Camilleri has since been at the forefront of Australian music culture for decades and was inducted into The Australian Recording Industry Association Hall of Fame in 2007. Under his stewardship, The Black Sorrows have recorded seventeen albums to date and continue to be one of Australia’s most loved live acts. 

Faithfull Satellite is an album that packs a hefty punch from start to finish with the artists that excited and influenced Camilleri well represented. Costello’s trademark is all over the opening track and is revisited on Love Is On It’s Way, with a reggae beat Watching The Detectives style. It Ain’t Ever Gonna Happen comes across as time honoured Cohen with accompanying backing vocals and Winter Rose recalls a classic Van Morrison sound. Not content with merely paying homage to their peers they also dust down their banjos and fiddles for the country (ish) Fix My Bell and move more up tempo with a classic power pop melody with Carolina.

The album was recorded at Woodstock Studio in Melbourne with production duties shared by Camilleri and keyboard player John Mc All. The twelve songs were written by Camilleri and executive producer Nick Smith.
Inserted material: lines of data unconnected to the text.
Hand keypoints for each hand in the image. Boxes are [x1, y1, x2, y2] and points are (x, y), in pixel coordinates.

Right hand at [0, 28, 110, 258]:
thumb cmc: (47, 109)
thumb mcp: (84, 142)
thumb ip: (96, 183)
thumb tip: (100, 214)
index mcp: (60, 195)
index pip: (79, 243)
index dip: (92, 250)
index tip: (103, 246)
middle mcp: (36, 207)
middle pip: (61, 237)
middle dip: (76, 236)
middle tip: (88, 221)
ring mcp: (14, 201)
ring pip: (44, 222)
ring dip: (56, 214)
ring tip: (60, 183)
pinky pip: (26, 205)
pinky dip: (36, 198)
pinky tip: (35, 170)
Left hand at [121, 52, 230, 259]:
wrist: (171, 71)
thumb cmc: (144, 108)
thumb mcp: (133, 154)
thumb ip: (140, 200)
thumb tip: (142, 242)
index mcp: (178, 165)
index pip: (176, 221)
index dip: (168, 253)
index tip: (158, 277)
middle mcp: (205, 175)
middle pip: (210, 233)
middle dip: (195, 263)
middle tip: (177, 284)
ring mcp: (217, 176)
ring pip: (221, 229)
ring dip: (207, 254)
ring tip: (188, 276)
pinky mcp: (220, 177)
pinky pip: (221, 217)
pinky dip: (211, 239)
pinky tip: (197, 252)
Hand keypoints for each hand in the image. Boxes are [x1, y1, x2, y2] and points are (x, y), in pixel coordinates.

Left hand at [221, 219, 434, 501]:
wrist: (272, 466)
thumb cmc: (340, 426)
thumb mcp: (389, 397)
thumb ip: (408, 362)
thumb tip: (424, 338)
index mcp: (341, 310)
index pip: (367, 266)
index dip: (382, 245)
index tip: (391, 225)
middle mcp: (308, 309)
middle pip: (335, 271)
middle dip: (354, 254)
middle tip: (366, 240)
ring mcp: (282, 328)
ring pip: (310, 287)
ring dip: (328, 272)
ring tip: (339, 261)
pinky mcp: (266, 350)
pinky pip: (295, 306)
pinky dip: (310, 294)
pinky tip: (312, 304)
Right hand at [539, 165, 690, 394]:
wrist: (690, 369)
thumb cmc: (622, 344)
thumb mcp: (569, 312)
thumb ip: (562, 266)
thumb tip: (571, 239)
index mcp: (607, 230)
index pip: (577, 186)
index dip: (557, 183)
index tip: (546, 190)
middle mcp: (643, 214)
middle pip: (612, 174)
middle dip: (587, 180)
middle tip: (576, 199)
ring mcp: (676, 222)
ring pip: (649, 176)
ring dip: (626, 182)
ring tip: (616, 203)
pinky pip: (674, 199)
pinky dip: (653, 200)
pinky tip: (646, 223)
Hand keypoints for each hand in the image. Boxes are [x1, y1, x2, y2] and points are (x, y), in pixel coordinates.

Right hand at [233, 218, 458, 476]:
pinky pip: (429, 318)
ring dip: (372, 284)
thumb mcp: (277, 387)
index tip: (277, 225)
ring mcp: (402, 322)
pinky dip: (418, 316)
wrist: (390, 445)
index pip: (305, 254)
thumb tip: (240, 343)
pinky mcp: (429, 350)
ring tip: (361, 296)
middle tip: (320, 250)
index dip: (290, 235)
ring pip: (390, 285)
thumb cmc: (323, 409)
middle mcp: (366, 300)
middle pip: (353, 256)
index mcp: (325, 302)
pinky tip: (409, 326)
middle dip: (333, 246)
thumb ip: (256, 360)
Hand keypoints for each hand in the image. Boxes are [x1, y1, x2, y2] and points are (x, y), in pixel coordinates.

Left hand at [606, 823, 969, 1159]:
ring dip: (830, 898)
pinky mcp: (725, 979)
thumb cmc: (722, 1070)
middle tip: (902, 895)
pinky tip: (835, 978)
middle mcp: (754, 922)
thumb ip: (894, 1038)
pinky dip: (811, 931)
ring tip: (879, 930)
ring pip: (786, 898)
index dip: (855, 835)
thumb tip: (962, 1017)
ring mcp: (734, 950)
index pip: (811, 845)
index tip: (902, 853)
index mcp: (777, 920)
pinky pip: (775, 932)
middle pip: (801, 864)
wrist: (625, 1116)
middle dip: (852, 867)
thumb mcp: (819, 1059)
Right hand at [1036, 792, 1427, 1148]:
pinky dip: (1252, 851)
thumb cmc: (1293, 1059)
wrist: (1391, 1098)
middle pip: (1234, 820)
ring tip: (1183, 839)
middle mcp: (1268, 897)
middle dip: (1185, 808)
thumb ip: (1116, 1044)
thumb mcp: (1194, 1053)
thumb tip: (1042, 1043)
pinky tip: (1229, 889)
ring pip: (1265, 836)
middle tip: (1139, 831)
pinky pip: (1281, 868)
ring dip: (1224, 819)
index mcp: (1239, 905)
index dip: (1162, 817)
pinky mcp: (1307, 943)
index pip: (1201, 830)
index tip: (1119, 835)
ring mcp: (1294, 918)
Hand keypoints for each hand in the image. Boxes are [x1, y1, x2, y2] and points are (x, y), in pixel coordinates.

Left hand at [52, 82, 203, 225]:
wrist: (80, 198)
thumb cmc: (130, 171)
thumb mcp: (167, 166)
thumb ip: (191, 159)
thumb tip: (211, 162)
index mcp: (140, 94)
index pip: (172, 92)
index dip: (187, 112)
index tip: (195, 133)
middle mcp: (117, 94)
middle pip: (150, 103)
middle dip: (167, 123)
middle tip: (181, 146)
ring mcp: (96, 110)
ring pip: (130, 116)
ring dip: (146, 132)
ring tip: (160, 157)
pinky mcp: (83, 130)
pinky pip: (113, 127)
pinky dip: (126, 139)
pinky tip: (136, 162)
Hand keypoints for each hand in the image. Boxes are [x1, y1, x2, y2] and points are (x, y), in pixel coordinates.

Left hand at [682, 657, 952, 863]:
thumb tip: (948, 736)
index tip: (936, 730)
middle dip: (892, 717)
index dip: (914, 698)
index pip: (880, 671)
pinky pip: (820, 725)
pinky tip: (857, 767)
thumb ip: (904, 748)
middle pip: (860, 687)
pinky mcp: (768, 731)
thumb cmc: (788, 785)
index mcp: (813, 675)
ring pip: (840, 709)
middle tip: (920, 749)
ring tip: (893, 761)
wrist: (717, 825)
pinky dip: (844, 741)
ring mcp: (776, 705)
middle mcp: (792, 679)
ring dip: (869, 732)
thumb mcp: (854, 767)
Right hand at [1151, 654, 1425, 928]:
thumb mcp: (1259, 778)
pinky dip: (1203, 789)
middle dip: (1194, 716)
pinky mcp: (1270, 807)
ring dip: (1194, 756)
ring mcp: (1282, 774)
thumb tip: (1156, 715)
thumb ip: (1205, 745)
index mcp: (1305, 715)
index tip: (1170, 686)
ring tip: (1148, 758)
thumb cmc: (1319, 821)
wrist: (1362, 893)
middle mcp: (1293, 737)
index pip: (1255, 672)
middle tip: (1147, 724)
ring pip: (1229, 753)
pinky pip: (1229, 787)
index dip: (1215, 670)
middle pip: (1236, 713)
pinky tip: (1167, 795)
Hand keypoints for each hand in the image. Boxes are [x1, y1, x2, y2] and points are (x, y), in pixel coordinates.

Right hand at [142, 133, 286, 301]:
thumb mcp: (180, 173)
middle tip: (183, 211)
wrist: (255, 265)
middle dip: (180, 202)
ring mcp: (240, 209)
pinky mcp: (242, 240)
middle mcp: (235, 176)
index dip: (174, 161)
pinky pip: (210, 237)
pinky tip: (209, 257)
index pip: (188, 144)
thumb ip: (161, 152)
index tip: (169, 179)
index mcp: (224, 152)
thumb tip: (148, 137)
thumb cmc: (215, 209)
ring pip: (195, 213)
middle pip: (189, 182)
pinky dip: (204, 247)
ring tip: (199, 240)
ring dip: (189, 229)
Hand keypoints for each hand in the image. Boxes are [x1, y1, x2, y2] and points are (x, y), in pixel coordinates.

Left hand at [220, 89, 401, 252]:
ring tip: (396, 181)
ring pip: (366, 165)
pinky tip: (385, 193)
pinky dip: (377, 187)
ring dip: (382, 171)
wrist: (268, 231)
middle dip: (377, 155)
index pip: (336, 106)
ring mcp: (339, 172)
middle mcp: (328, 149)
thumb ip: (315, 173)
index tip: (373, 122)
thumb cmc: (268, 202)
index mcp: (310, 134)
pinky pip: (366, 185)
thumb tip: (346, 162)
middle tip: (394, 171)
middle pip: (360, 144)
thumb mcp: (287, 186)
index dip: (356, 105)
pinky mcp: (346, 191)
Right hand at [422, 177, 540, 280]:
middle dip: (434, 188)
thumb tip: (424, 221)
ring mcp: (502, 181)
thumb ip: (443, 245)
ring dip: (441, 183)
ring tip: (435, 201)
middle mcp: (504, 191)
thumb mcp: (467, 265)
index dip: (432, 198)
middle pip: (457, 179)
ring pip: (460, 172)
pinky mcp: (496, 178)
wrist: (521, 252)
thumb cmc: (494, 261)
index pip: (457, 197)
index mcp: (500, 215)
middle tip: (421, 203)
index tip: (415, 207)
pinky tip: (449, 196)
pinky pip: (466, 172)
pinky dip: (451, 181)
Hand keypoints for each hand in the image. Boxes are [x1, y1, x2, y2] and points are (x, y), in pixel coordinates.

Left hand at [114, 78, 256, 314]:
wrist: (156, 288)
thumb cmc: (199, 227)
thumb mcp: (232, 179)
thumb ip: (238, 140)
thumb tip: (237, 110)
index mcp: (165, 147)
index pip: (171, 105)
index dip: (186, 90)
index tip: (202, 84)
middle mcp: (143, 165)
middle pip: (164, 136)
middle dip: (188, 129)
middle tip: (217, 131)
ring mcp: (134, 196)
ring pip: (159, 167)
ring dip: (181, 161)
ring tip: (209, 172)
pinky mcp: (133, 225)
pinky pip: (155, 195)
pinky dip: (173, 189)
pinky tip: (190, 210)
Conor O’Donnell Come On In Self Release

Conor O’Donnell’s father Al was very much part of the mid 60’s flourishing folk scene in London, rubbing shoulders with household names such as Peggy Seegar, Billy Connolly, Martin Carthy and Ewan Mc Coll. In Dublin he performed alongside The Dubliners and for a brief period  was a member of the traditional folk group Sweeney’s Men. He sadly passed away in 2015 and Come On In, Conor O’ Donnell’s debut album, is dedicated to his late father.

Featuring eleven self-penned songs, the albums stand out track is the haunting ballad Trouble I’m In and embraces the full range of roots music with nods to rockabilly (T Minus 20), country (Trucks A Gonna Roll) and two songs (Bobby Cole and Come On In) that recall the work of Simone Felice.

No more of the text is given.